Here we are outside Downing Street. The gates are closed and there's two lines of police behind them. Occasionally a missile goes over the gate and they duck and scatter but nothing much happens other than taunting. Strange to see the seat of power under siege by about 100 scruffy types.

Kids. Didn't see that many pubescents. These three had whistles and were having a laugh. Don't think they were with anyone.

Parliament Square, where it all started. Lots of people milling around here and very little police presence. Of course, this is where the notorious Churchill statue was defaced. I remember vividly thinking "that's done it" and imagining the field day the papers were going to have. And they did

The theme of this Reclaim The Streets protest was "guerrilla gardening" whereby people were encouraged to randomly plant seeds in urban places and make the city a nicer place to live in. In practice, the council had waterlogged Parliament Square the night before turning it into a mud bath, especially as the guerrilla gardeners got to work. Still, it looked pretty impressive - this previously sterile piece of lawn turned into a chaotic mess of creativity and mud.

Here's a pond. I guess it was the best thing to make in the circumstances.
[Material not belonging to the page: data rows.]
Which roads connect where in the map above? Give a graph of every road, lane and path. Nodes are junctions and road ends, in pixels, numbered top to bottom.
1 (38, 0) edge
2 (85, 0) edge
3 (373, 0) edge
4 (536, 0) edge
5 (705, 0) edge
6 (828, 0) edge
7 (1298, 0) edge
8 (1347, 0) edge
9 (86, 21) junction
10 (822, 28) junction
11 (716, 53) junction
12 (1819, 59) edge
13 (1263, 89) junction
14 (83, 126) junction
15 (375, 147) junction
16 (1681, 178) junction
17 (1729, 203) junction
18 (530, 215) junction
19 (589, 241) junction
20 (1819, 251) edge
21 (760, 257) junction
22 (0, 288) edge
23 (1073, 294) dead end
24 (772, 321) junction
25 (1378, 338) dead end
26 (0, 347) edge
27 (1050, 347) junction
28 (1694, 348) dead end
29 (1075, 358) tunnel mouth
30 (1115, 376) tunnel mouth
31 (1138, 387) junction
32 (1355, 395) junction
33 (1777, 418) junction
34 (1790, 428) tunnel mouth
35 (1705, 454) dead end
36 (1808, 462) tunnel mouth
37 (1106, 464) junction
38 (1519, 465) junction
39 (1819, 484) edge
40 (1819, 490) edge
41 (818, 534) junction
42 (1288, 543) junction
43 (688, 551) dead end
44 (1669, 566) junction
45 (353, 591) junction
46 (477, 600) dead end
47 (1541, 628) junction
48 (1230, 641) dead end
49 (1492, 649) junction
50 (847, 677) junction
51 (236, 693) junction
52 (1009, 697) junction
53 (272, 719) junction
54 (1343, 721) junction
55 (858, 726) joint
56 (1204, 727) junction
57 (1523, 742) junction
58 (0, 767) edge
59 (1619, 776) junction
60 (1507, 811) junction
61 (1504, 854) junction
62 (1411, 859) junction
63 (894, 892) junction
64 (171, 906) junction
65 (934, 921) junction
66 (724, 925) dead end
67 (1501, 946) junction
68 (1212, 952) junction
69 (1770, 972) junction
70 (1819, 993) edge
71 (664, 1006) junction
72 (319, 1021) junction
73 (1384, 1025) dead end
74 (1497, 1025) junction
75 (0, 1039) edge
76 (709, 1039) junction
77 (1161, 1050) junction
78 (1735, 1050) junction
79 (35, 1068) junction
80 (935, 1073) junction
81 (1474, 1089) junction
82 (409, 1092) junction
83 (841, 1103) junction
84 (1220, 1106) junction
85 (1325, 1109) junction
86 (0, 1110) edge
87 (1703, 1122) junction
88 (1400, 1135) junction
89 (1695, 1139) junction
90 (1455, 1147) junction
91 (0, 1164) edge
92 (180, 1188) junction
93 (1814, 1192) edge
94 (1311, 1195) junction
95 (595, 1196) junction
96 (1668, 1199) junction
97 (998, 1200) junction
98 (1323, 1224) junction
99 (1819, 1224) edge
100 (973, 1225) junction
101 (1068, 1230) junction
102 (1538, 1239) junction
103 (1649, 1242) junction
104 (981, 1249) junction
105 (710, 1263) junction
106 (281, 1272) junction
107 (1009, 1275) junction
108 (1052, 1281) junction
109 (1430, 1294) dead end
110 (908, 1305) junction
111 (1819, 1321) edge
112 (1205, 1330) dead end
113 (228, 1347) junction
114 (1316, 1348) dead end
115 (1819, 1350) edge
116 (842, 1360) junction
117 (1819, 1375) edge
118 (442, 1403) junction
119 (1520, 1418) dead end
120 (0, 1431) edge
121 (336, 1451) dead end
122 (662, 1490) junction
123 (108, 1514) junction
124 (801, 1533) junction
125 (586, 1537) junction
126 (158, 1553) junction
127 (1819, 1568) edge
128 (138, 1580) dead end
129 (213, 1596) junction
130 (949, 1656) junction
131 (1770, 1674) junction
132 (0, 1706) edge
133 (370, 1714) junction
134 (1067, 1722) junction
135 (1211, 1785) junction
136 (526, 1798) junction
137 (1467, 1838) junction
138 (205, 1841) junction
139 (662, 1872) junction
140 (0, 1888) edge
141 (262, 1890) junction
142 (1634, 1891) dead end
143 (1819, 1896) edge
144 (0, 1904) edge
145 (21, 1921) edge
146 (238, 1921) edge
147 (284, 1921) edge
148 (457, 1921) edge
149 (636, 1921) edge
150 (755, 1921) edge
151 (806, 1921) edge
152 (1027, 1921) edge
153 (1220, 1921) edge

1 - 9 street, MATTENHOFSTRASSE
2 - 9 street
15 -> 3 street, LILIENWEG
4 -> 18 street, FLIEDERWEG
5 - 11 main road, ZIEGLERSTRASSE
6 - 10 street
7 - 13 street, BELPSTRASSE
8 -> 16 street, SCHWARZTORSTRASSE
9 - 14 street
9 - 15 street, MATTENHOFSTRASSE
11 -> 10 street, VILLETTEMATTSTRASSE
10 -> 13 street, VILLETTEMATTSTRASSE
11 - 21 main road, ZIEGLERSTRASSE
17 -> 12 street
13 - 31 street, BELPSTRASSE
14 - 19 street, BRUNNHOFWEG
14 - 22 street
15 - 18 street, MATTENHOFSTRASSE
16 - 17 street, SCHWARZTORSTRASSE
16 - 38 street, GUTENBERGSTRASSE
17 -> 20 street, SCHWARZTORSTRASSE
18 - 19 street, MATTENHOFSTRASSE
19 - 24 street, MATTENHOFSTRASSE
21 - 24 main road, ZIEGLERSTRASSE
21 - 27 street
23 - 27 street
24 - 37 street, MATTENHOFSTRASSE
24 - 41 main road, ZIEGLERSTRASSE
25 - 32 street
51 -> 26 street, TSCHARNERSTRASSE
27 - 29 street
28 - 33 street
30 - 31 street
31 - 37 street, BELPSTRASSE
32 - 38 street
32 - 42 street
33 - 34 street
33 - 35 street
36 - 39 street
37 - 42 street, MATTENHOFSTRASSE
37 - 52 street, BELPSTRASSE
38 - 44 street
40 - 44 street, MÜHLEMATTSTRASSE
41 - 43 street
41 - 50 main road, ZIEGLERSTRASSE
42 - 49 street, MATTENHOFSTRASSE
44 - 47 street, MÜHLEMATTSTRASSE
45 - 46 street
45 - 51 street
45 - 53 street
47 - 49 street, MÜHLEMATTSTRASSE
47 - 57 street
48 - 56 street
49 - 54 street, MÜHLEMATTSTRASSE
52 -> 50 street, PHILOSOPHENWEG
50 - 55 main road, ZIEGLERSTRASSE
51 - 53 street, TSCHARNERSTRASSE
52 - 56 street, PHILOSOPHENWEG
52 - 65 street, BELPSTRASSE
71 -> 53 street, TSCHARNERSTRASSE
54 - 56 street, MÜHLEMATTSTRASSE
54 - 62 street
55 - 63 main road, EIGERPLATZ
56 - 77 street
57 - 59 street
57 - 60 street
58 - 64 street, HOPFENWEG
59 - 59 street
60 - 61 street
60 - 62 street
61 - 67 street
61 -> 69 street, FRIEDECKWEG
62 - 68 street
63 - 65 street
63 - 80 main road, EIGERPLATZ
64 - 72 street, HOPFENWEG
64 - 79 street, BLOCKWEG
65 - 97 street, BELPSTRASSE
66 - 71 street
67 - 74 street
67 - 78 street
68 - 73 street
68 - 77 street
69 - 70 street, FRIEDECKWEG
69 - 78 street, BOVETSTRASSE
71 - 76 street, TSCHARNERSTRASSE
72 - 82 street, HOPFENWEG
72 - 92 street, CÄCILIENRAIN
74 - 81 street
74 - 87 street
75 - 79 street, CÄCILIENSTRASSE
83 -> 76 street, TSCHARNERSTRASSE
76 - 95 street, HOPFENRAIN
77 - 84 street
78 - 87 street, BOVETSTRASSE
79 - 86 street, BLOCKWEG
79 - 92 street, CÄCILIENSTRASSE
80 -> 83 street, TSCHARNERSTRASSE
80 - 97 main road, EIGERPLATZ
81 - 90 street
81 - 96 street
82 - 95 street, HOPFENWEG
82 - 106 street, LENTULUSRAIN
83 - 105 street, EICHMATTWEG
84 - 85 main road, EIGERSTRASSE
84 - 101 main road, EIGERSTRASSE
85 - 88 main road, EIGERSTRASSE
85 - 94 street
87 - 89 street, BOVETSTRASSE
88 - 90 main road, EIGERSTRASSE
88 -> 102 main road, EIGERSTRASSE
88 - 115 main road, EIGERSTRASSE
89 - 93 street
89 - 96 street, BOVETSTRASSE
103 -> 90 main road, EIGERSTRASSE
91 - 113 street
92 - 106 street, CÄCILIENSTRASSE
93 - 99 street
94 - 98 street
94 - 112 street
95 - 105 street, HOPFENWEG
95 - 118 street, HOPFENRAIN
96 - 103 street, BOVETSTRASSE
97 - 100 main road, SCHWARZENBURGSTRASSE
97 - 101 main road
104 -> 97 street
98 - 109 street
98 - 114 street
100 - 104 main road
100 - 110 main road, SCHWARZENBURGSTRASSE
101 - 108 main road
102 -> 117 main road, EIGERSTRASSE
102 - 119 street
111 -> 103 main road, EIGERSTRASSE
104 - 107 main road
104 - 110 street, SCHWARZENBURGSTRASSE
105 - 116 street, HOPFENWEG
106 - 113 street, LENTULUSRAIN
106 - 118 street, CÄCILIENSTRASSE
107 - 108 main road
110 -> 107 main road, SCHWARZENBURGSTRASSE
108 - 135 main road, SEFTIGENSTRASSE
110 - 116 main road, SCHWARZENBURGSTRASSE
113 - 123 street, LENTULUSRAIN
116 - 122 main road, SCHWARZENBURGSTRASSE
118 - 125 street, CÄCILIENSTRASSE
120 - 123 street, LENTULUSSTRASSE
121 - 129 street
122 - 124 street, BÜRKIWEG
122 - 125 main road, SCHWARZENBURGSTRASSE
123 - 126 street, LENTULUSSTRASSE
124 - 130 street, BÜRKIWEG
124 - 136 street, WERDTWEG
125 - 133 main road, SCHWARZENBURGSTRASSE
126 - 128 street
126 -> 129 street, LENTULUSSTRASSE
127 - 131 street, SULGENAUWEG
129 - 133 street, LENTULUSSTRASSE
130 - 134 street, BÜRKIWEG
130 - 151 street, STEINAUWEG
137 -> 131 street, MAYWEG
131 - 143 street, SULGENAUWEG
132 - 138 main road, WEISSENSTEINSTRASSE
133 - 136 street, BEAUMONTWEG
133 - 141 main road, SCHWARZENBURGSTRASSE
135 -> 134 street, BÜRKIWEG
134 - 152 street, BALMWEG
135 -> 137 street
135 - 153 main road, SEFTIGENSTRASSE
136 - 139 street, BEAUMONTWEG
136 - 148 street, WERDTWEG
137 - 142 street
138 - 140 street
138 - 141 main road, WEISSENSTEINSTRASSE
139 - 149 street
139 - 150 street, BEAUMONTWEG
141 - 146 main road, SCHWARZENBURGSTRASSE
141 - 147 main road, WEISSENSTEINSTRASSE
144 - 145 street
Like I said, very little policing in this area. This row of police was all that stood between the mother of all parliaments and this hoard of anarchists.

A maypole. While the police were battling subversives at Trafalgar Square, the atmosphere at this end was much more like a carnival. You could perhaps pinpoint this moment as when the movement split between those who wanted peaceful protest through civil disobedience and those who wanted a ruck with the pigs.